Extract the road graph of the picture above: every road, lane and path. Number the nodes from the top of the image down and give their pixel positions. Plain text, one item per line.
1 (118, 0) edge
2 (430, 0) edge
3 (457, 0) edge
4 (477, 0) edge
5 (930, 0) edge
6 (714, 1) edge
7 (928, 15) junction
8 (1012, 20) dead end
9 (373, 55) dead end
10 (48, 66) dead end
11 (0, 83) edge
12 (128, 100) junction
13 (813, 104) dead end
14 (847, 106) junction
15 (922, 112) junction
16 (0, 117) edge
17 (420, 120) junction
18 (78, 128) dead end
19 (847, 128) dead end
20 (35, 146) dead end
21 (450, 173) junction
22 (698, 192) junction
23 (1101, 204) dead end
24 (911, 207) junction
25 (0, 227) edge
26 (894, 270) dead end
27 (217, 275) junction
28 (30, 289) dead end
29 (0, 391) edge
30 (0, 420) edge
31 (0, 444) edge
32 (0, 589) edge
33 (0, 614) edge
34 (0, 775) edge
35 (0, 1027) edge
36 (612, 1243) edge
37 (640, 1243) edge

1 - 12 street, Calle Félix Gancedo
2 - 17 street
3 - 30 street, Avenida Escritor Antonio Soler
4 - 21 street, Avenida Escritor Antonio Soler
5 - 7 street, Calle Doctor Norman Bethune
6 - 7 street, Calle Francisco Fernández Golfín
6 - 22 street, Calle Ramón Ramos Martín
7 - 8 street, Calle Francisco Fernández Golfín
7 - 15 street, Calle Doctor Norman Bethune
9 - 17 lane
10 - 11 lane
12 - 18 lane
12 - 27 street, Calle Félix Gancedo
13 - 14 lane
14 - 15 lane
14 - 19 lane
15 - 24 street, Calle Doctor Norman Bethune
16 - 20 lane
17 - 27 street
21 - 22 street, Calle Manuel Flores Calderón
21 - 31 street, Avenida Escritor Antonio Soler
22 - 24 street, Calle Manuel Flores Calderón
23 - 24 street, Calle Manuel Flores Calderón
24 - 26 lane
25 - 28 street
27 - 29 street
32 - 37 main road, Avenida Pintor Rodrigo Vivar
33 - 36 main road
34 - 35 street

^^^^^^^^

● **WORK INSTRUCTIONS**
Each line of the material should be repeated exactly as it reads.

● **TASK ANSWER**
Extract the road graph of the picture above: every road, lane and path. Number the nodes from the top of the image down and give their pixel positions. Plain text, one item per line.
1 (118, 0) edge
2 (430, 0) edge
3 (457, 0) edge
4 (477, 0) edge
5 (930, 0) edge
6 (714, 1) edge
7 (928, 15) junction
8 (1012, 20) dead end
9 (373, 55) dead end
10 (48, 66) dead end
11 (0, 83) edge
12 (128, 100) junction
13 (813, 104) dead end
14 (847, 106) junction
15 (922, 112) junction
16 (0, 117) edge
17 (420, 120) junction
18 (78, 128) dead end
19 (847, 128) dead end
20 (35, 146) dead end
21 (450, 173) junction
22 (698, 192) junction
23 (1101, 204) dead end
24 (911, 207) junction
25 (0, 227) edge
26 (894, 270) dead end
27 (217, 275) junction
28 (30, 289) dead end
29 (0, 391) edge
30 (0, 420) edge
31 (0, 444) edge
32 (0, 589) edge
33 (0, 614) edge
34 (0, 775) edge
35 (0, 1027) edge
36 (612, 1243) edge
37 (640, 1243) edge

1 - 12 street, Calle Félix Gancedo
2 - 17 street
3 - 30 street, Avenida Escritor Antonio Soler
4 - 21 street, Avenida Escritor Antonio Soler
5 - 7 street, Calle Doctor Norman Bethune
6 - 7 street, Calle Francisco Fernández Golfín
6 - 22 street, Calle Ramón Ramos Martín
7 - 8 street, Calle Francisco Fernández Golfín
7 - 15 street, Calle Doctor Norman Bethune
9 - 17 lane
10 - 11 lane
12 - 18 lane
12 - 27 street, Calle Félix Gancedo
13 - 14 lane
14 - 15 lane
14 - 19 lane
15 - 24 street, Calle Doctor Norman Bethune
16 - 20 lane
17 - 27 street
21 - 22 street, Calle Manuel Flores Calderón
21 - 31 street, Avenida Escritor Antonio Soler
22 - 24 street, Calle Manuel Flores Calderón
23 - 24 street, Calle Manuel Flores Calderón
24 - 26 lane
25 - 28 street
27 - 29 street
32 - 37 main road, Avenida Pintor Rodrigo Vivar
33 - 36 main road
34 - 35 street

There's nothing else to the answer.